14 de agosto de 2012 | 11h58

Durante esse período de Olimpíada foi impossível não dividir a atenção entre o nosso joguinho doméstico e os grandes jogos de Londres. Não vou dar uma de especialista nesses esportes que nos ocuparam nas últimas semanas. Meu conhecimento é aproximativo, como o da maioria das pessoas. O Brasil é uma monocultura esportiva. De futebol, todos compreendemos as regras, as táticas, os macetes. Temos convivência com ele desde a infância. É diferente quando se trata do atletismo, do badminton e da ginástica artística. Sabemos pouco mesmo do vôlei, da natação e do basquete – esportes que a maior parte de nós praticou durante a escola. As sutilezas nos escapam. O que não nos impede de torcer. E mesmo de palpitar, por que não?

De qualquer forma, a Olimpíada é uma “cascata de emoções”, como dizia o querido Fiori Gigliotti, o grande narrador esportivo da minha infância e adolescência, um romântico que transformava em literatura épica o mais chinfrim dos jogos de futebol. A Olimpíada é um turbilhão de emoções (olha eu, contaminado pela memória do Fiori), que acaba por nos deixar esgotados. As medalhas vêm com uma imprevisibilidade estranha, como o ouro no judô de Sarah Menezes ou o das meninas do vôlei. E deixa de vir quando mais esperávamos por ele, como no futebol masculino, na natação com Cesar Cielo, no vôlei dos homens, que teve a partida literalmente nas mãos contra os russos e deixou-a escapar de maneira incompreensível.

É isso a Olimpíada? Uma sequência de eventos que mexe com as nossas emoções, tanto negativas como positivas? Nos torna nacionalistas ao torcermos pelos nossos, mas, ao mesmo tempo, nos convida a atravessar, sem passaporte, essas fronteiras entre países e vibrarmos com os outros? Ou alguém aí deixou de se sensibilizar com as façanhas de Usain Bolt que é, disparado, o grande nome desses jogos de Londres? Eu vibrei também quando vi aquele pódio dos 200m ocupado pelos três jamaicanos. O que entendo de corridas? Nada. Acontece que o esporte se torna, pelos menos em épocas como essas, uma espécie de esperanto que facilita a compreensão entre todos.
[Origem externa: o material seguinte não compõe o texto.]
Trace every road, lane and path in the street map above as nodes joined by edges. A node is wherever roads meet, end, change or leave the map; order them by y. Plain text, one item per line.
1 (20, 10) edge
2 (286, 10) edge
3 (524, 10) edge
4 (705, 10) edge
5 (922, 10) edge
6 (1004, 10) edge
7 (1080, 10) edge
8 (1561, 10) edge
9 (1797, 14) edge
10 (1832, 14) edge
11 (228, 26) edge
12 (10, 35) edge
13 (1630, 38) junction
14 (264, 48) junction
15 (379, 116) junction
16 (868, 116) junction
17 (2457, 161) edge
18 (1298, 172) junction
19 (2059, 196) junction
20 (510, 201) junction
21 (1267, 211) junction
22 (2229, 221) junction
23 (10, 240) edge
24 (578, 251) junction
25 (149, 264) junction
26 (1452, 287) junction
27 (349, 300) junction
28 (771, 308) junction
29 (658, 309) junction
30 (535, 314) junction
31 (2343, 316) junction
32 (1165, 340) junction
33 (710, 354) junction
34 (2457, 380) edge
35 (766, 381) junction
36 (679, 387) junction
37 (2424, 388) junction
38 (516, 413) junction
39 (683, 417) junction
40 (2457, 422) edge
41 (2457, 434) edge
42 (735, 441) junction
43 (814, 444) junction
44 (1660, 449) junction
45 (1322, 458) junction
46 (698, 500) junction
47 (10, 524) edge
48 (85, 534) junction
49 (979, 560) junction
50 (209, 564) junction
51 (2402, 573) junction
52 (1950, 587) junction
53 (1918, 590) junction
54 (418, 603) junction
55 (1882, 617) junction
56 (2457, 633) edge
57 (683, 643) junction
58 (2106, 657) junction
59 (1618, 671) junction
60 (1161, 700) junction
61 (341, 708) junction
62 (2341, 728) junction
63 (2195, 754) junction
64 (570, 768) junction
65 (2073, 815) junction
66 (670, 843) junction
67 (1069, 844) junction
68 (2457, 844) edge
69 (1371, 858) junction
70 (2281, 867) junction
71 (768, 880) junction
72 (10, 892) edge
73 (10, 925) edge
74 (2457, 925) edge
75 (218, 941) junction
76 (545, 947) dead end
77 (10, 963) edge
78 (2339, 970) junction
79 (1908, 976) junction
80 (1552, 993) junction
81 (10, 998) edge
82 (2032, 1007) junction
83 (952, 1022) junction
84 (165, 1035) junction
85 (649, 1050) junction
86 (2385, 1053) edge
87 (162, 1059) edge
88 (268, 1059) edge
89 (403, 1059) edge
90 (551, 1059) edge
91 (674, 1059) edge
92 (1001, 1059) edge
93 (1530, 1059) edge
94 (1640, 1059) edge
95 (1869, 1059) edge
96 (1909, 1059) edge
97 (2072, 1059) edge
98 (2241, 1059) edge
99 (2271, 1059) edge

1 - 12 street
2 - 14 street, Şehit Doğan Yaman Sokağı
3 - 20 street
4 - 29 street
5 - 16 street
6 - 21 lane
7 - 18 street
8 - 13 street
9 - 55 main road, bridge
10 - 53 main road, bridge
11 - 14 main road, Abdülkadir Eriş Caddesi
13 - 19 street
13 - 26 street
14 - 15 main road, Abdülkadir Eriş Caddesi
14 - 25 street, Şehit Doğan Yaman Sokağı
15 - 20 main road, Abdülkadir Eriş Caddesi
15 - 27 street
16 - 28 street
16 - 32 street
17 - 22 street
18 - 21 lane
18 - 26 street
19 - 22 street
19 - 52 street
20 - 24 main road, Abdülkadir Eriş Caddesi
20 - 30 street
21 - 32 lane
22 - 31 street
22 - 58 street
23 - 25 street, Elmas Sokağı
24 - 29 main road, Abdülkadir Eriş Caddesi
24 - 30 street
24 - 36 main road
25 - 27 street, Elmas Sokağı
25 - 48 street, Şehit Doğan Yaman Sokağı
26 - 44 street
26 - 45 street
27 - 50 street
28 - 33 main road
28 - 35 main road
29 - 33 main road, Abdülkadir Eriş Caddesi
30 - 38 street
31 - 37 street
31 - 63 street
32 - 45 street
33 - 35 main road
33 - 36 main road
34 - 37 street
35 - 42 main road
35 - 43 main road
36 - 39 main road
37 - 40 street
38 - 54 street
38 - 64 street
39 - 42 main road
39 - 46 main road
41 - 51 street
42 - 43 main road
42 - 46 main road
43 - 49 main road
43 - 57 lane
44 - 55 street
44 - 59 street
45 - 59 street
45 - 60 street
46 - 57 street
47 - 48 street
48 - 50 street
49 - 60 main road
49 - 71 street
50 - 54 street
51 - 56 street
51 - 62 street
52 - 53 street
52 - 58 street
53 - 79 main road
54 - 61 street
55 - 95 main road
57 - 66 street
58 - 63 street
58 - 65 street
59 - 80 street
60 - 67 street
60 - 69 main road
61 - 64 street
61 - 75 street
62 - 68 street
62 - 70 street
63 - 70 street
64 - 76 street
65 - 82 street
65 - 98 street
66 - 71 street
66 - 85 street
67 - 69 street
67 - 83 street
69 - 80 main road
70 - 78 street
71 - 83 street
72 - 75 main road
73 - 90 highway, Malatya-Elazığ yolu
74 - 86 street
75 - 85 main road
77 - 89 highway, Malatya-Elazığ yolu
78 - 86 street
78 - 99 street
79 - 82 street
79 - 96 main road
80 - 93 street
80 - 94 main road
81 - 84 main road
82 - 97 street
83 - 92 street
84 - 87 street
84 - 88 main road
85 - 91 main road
E sabemos o que diz esse esperanto esportivo. Importa vencer, sim senhor. Apesar da máxima do barão de Coubertin, aquela que diz que o mais importante é competir e não vencer, todo mundo quer botar uma medalha no peito – amarela de preferência. Mas importa mais a forma como se vence.

Isso dito, voltamos ao futebol, que, afinal é a nossa seara. Apesar de eu não considerar fundamental o ouro olímpico para o profissionalíssimo futebol masculino, devo confessar que fiquei muito decepcionado com o comportamento da seleção no jogo contra o México. Talvez eu tenha pensado que, se a base de seleção principal for aquela mesma, estamos fritos em 2014. Vamos dar mais um fiasco dentro de casa. Não foi tanto perder que me incomodou, mas a maneira como perdemos. Certo, houve um erro individual logo no início, que redundou no primeiro gol de Peralta. Mas o time não soube dar resposta coletiva a esse erro, que ficou nos assombrando durante todo o jogo, sob o olhar impotente de Mano Menezes. É, acho que estamos fritos.